The first suspect was a couple of servers our bot was added to, that had crypto bot users in them. Every Sunday, these bots would just go crazy with UpdateMemberEvents. Like, hundreds per minute. We assumed they were spending the whole day updating their own names/profile with information about cryptocurrencies values.
Our bot has a use case where we consumed MemberUpdateEvents. Two major changes happened since this was found:
- we worked with Kordex to improve how we filter events, and are dropping all events coming from Bot users before we send them to any handler
- we removed a bug in our handler that caused all remaining (real user) MemberUpdateEvents to come in through, even though only those who come from 1 specific server was desired
Even with these two improvements, the bot still hangs.
However, now we are having issues finding event related inputs that could overwhelm the bot. And are now looking for other possible bottlenecks
@Tschis have you checked the follow up on your previous thread
https://discord.com/channels/556525343595298817/1325146059575660565/1327421428374569010
This is a separate issue, that is for our gateway service and this is for our actual bot process (they are running in different, separate containers)
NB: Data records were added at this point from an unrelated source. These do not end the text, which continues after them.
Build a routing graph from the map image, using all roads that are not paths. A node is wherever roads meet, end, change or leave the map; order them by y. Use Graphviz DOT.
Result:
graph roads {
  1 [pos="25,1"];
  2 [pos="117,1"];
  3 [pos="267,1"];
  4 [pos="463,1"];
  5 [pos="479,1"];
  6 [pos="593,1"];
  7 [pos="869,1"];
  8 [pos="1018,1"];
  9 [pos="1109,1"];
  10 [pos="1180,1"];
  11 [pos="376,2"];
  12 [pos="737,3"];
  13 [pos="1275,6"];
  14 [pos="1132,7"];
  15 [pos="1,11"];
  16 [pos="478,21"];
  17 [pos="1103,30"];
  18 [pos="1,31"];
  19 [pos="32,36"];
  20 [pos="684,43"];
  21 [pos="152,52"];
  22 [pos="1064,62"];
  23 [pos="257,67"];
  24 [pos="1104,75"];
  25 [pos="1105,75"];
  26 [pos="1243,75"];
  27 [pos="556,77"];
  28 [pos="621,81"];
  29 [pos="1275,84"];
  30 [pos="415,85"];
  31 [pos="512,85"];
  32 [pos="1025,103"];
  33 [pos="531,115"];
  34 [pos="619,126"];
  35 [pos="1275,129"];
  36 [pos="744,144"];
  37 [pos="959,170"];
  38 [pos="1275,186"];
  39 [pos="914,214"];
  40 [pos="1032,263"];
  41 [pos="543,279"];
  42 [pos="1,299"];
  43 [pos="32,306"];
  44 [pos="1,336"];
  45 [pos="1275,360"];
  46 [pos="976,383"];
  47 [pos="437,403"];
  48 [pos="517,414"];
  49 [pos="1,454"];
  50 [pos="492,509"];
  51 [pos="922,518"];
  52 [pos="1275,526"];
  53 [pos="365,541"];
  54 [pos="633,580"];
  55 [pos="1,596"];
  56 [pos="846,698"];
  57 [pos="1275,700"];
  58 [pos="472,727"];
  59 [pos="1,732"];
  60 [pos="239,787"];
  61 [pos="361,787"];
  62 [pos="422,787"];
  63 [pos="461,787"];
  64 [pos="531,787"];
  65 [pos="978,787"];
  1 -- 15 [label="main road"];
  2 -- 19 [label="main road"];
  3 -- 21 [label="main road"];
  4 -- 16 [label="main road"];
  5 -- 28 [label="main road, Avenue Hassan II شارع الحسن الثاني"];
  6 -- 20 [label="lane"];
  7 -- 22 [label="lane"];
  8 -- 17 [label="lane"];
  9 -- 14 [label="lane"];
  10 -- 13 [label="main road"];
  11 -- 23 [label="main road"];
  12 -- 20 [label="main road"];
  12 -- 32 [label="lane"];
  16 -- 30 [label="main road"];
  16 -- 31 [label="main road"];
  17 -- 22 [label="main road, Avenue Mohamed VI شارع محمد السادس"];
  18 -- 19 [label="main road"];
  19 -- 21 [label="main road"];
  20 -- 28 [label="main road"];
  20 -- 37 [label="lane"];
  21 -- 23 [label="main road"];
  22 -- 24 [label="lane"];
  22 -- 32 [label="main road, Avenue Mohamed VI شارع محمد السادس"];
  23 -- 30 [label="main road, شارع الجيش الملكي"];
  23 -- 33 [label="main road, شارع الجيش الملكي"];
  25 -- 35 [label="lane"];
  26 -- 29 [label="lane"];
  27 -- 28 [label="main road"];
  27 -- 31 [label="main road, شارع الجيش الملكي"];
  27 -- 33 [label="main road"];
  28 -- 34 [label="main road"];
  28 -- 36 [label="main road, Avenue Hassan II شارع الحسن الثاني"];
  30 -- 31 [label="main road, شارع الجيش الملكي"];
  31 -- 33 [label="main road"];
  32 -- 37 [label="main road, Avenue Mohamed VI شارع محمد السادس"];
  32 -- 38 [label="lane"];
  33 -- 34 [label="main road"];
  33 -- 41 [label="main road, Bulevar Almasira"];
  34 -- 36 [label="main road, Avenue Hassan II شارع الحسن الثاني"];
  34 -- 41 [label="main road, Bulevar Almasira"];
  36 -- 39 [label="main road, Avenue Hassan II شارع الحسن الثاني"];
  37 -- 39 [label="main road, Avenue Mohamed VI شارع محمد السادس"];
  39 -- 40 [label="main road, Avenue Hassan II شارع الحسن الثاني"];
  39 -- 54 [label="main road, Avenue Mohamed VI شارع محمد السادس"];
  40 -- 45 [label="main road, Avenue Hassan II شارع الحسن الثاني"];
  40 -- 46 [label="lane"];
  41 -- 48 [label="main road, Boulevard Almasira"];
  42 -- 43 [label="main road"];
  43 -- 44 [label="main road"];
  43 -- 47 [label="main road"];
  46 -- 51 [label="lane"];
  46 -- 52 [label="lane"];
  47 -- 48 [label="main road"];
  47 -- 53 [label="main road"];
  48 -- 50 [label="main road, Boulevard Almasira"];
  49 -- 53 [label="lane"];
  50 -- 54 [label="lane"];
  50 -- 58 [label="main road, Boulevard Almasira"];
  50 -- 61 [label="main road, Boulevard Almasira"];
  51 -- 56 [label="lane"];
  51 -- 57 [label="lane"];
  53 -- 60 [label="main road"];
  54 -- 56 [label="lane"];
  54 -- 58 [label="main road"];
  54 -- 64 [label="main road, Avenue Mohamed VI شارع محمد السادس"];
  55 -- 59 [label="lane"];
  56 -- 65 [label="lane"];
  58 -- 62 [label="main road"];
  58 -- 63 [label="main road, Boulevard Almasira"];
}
Our bot does not suffer the same issue with the EOF exceptions
I have tried filtering the events we get that could be spamming, e.g. MemberUpdateEvents, to directly drop them instead of handling, but no effect
Unfortunately, the way that the Intents work is a bit complicated
I can not ask for just MemberJoinEvents, I have to request the GuildCreate intent which comes with more than what I could want
Not to mention some very weird behavior, such as Intent.GuildPresence intent, which should only give me PresenceUpdateEvent, changes how GuildCreate events work, which comes from a completely different intent
We basically do not need PresenceUpdateEvents but have requested it because it makes starting up the bot faster as we need Member information from all Guilds and with presence intent the initial GuildCreate event contains information from all member data
So when the bot starts, we either have to request member data for 16k+ guilds, or we request GuildPresence intent and get all of that directly
But then get spammed by "undesired" PresenceUpdateEvents
@Tschis Hello, I wasn't available most of the day; let me brainstorm this with you
by filtering, could you elaborate how you are doing it?
they're using Kord Extensions' ability to filter out Kord events from its events flow using a predicate
I read your thread from the beginning and I reduced it to the following: You need presence update to be a one-time event specifically to get the data of all members
We need the presence intent to get the member data on guildcreate events when the bot starts up. Yes
However, so far we have not concluded that this is the root cause of our issues, as we also have the intent througout the whole week and the problem only ocurrs on Sundays
I do think half of your problem is expecting there to be a single, clear root cause
Sometimes you just need to work on optimising things that can obviously be optimised
I expect that because of the condition in which the problem appears, which is exactly 24h duration from 04:00 CET to 04:00 CET from Sunday to Monday
The time consistency would also lead me to think that